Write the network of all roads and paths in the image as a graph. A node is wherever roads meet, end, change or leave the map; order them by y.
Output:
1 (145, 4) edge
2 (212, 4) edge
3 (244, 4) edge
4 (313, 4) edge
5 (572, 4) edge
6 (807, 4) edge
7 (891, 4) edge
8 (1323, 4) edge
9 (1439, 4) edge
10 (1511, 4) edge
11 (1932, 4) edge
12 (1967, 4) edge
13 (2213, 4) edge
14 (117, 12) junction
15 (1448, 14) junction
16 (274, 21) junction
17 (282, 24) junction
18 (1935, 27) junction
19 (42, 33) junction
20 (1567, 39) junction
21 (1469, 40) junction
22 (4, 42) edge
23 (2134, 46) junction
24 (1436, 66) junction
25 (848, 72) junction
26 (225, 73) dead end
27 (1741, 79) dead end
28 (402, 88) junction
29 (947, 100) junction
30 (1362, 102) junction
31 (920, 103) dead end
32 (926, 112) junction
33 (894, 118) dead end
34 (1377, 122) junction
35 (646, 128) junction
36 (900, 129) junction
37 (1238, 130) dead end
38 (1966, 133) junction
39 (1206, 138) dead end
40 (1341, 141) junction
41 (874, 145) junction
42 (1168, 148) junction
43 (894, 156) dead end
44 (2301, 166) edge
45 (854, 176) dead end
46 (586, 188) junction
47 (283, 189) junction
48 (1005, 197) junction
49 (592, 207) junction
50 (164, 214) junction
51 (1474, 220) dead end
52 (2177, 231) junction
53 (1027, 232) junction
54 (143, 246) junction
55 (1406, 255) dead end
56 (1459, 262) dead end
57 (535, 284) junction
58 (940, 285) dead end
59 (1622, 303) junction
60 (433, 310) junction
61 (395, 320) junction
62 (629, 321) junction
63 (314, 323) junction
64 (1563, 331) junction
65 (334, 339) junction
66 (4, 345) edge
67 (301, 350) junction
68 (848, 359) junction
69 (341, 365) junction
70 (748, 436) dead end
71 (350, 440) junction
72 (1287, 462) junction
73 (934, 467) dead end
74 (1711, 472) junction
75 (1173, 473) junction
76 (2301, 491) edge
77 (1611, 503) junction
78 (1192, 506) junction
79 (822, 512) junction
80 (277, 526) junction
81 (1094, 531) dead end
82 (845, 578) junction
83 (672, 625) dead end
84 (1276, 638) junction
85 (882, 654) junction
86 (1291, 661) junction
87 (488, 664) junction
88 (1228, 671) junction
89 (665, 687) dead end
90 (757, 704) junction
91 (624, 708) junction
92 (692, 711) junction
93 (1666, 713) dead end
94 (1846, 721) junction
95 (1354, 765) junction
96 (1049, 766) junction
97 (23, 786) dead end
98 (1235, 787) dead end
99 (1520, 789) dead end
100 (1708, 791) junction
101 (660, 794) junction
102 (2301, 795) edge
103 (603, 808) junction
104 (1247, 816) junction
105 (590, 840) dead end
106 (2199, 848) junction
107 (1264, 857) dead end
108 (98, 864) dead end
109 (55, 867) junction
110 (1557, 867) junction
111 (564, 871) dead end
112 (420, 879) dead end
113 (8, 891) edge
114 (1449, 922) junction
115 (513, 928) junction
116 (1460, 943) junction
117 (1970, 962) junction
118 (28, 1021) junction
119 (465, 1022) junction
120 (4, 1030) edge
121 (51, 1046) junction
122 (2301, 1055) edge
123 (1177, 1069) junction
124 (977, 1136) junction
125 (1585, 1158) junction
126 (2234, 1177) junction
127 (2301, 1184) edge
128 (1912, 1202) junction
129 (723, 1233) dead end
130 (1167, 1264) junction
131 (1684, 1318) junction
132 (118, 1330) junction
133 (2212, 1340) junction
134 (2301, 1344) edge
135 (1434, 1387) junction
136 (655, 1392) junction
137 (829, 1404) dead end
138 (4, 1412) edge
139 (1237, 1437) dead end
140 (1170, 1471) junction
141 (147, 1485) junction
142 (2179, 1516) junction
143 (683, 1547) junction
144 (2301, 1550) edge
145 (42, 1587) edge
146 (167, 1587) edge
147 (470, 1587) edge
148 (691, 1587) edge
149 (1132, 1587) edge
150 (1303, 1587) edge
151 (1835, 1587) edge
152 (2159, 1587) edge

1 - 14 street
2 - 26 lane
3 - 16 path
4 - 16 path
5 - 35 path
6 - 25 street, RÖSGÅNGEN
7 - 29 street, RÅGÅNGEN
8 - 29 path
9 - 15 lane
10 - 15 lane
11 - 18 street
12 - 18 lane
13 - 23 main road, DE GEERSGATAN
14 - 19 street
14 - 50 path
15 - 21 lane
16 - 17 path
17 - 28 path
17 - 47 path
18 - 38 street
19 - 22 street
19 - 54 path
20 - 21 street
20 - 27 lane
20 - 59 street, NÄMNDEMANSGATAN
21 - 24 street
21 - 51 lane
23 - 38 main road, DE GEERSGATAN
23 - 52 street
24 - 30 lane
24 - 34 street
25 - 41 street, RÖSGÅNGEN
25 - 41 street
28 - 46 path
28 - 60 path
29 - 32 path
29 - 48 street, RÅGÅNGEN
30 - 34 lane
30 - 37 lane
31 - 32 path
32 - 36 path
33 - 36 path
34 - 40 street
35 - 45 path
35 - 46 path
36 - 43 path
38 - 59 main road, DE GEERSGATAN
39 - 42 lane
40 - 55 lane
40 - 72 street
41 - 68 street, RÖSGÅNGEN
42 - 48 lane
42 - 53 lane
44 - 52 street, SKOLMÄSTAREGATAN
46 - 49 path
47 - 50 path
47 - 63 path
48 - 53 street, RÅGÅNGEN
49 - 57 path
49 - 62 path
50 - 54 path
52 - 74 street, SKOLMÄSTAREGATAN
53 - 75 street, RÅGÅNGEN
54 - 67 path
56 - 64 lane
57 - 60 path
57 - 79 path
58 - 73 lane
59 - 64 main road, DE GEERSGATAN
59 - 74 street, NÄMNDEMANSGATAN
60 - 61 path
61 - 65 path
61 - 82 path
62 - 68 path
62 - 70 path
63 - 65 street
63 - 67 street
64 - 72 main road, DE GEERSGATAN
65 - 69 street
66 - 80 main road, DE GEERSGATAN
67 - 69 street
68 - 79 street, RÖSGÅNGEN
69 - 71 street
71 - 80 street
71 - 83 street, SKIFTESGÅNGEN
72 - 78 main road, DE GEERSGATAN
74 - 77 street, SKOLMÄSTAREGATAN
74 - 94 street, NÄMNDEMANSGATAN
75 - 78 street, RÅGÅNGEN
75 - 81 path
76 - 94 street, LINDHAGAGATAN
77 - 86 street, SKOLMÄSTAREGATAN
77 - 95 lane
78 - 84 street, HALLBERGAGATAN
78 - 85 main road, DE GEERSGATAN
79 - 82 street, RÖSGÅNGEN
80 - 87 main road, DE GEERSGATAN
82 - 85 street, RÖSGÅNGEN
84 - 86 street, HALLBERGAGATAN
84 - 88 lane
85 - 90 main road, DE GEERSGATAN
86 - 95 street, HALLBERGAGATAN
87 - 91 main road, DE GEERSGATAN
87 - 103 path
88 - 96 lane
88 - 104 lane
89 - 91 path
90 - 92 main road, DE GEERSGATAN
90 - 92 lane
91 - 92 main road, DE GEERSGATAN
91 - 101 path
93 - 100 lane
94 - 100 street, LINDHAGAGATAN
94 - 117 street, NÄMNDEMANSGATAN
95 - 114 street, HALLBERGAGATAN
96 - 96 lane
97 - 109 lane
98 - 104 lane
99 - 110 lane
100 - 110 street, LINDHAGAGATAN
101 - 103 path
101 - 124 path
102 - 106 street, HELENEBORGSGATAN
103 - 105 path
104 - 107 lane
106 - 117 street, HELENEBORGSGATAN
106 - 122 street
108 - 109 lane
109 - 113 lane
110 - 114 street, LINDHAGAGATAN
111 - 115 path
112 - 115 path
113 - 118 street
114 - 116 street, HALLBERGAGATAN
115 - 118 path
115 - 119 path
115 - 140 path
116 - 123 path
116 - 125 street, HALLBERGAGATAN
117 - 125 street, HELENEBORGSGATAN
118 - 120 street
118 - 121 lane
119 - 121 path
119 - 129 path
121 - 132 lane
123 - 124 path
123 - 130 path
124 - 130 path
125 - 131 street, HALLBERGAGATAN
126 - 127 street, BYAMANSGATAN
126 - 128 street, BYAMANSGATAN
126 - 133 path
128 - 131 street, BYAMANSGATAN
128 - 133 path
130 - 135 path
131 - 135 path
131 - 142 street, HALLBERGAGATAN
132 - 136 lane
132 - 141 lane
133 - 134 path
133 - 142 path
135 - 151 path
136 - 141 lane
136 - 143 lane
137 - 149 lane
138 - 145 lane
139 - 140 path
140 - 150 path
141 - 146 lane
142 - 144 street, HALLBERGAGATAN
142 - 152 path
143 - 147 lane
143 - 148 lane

### Your goal
Among the lines of the material, find those holding the word "HELENEBORGSGATAN" and return them.

### Answer for this exercise
102 - 106 street, HELENEBORGSGATAN
106 - 117 street, HELENEBORGSGATAN
117 - 125 street, HELENEBORGSGATAN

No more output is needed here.